## DIRECTIONS FOR THIS TASK:
Reproduce the entries. Each one must match the original exactly.

[Opening DATA SHOWN section]

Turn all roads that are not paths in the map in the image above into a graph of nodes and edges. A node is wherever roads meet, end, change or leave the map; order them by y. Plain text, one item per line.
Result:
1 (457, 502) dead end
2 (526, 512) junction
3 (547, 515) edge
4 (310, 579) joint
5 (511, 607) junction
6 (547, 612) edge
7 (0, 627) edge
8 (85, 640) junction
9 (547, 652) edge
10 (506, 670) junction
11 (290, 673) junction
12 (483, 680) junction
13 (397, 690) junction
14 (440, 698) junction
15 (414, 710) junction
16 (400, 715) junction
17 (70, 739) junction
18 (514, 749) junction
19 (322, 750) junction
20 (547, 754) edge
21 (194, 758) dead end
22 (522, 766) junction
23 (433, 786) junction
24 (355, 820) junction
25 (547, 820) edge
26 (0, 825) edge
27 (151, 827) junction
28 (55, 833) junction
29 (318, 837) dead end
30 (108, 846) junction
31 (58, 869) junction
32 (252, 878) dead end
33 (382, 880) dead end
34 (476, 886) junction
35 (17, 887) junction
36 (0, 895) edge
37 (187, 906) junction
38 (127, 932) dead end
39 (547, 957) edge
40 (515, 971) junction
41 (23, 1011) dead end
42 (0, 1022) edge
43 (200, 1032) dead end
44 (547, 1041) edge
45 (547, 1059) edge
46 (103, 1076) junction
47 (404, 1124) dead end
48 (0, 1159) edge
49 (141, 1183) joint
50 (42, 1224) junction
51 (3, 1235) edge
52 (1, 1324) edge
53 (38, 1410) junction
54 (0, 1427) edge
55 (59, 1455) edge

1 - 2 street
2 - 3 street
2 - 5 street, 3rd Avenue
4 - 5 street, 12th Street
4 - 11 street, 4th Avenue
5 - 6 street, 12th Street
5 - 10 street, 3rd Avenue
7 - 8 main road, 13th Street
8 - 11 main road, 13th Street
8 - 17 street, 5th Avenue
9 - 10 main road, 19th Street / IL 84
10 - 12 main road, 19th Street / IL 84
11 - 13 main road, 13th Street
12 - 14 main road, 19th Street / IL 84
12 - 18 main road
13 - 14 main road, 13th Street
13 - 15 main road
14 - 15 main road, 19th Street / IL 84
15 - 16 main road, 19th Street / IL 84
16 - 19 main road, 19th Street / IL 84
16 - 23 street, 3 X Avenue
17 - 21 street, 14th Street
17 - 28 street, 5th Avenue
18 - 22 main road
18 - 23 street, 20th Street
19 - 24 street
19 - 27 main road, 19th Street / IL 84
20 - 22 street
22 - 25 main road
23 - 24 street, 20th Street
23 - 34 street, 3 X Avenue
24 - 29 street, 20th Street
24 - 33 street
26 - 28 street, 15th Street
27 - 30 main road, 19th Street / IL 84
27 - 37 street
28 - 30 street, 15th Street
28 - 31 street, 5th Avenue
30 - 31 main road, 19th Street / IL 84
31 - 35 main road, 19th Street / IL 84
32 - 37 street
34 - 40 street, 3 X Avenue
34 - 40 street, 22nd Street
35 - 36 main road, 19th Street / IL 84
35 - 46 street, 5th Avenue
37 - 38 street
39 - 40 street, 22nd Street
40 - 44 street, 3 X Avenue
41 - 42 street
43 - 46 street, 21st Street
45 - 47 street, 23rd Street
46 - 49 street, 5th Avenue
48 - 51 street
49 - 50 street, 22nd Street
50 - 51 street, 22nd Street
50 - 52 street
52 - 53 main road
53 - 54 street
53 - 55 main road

[Closing DATA SHOWN section]

## WRITTEN SOLUTION:
Turn all roads that are not paths in the map in the image above into a graph of nodes and edges. A node is wherever roads meet, end, change or leave the map; order them by y. Plain text, one item per line.
Result:
1 (457, 502) dead end
2 (526, 512) junction
3 (547, 515) edge
4 (310, 579) joint
5 (511, 607) junction
6 (547, 612) edge
7 (0, 627) edge
8 (85, 640) junction
9 (547, 652) edge
10 (506, 670) junction
11 (290, 673) junction
12 (483, 680) junction
13 (397, 690) junction
14 (440, 698) junction
15 (414, 710) junction
16 (400, 715) junction
17 (70, 739) junction
18 (514, 749) junction
19 (322, 750) junction
20 (547, 754) edge
21 (194, 758) dead end
22 (522, 766) junction
23 (433, 786) junction
24 (355, 820) junction
25 (547, 820) edge
26 (0, 825) edge
27 (151, 827) junction
28 (55, 833) junction
29 (318, 837) dead end
30 (108, 846) junction
31 (58, 869) junction
32 (252, 878) dead end
33 (382, 880) dead end
34 (476, 886) junction
35 (17, 887) junction
36 (0, 895) edge
37 (187, 906) junction
38 (127, 932) dead end
39 (547, 957) edge
40 (515, 971) junction
41 (23, 1011) dead end
42 (0, 1022) edge
43 (200, 1032) dead end
44 (547, 1041) edge
45 (547, 1059) edge
46 (103, 1076) junction
47 (404, 1124) dead end
48 (0, 1159) edge
49 (141, 1183) joint
50 (42, 1224) junction
51 (3, 1235) edge
52 (1, 1324) edge
53 (38, 1410) junction
54 (0, 1427) edge
55 (59, 1455) edge

1 - 2 street
2 - 3 street
2 - 5 street, 3rd Avenue
4 - 5 street, 12th Street
4 - 11 street, 4th Avenue
5 - 6 street, 12th Street
5 - 10 street, 3rd Avenue
7 - 8 main road, 13th Street
8 - 11 main road, 13th Street
8 - 17 street, 5th Avenue
9 - 10 main road, 19th Street / IL 84
10 - 12 main road, 19th Street / IL 84
11 - 13 main road, 13th Street
12 - 14 main road, 19th Street / IL 84
12 - 18 main road
13 - 14 main road, 13th Street
13 - 15 main road
14 - 15 main road, 19th Street / IL 84
15 - 16 main road, 19th Street / IL 84
16 - 19 main road, 19th Street / IL 84
16 - 23 street, 3 X Avenue
17 - 21 street, 14th Street
17 - 28 street, 5th Avenue
18 - 22 main road
18 - 23 street, 20th Street
19 - 24 street
19 - 27 main road, 19th Street / IL 84
20 - 22 street
22 - 25 main road
23 - 24 street, 20th Street
23 - 34 street, 3 X Avenue
24 - 29 street, 20th Street
24 - 33 street
26 - 28 street, 15th Street
27 - 30 main road, 19th Street / IL 84
27 - 37 street
28 - 30 street, 15th Street
28 - 31 street, 5th Avenue
30 - 31 main road, 19th Street / IL 84
31 - 35 main road, 19th Street / IL 84
32 - 37 street
34 - 40 street, 3 X Avenue
34 - 40 street, 22nd Street
35 - 36 main road, 19th Street / IL 84
35 - 46 street, 5th Avenue
37 - 38 street
39 - 40 street, 22nd Street
40 - 44 street, 3 X Avenue
41 - 42 street
43 - 46 street, 21st Street
45 - 47 street, 23rd Street
46 - 49 street, 5th Avenue
48 - 51 street
49 - 50 street, 22nd Street
50 - 51 street, 22nd Street
50 - 52 street
52 - 53 main road
53 - 54 street
53 - 55 main road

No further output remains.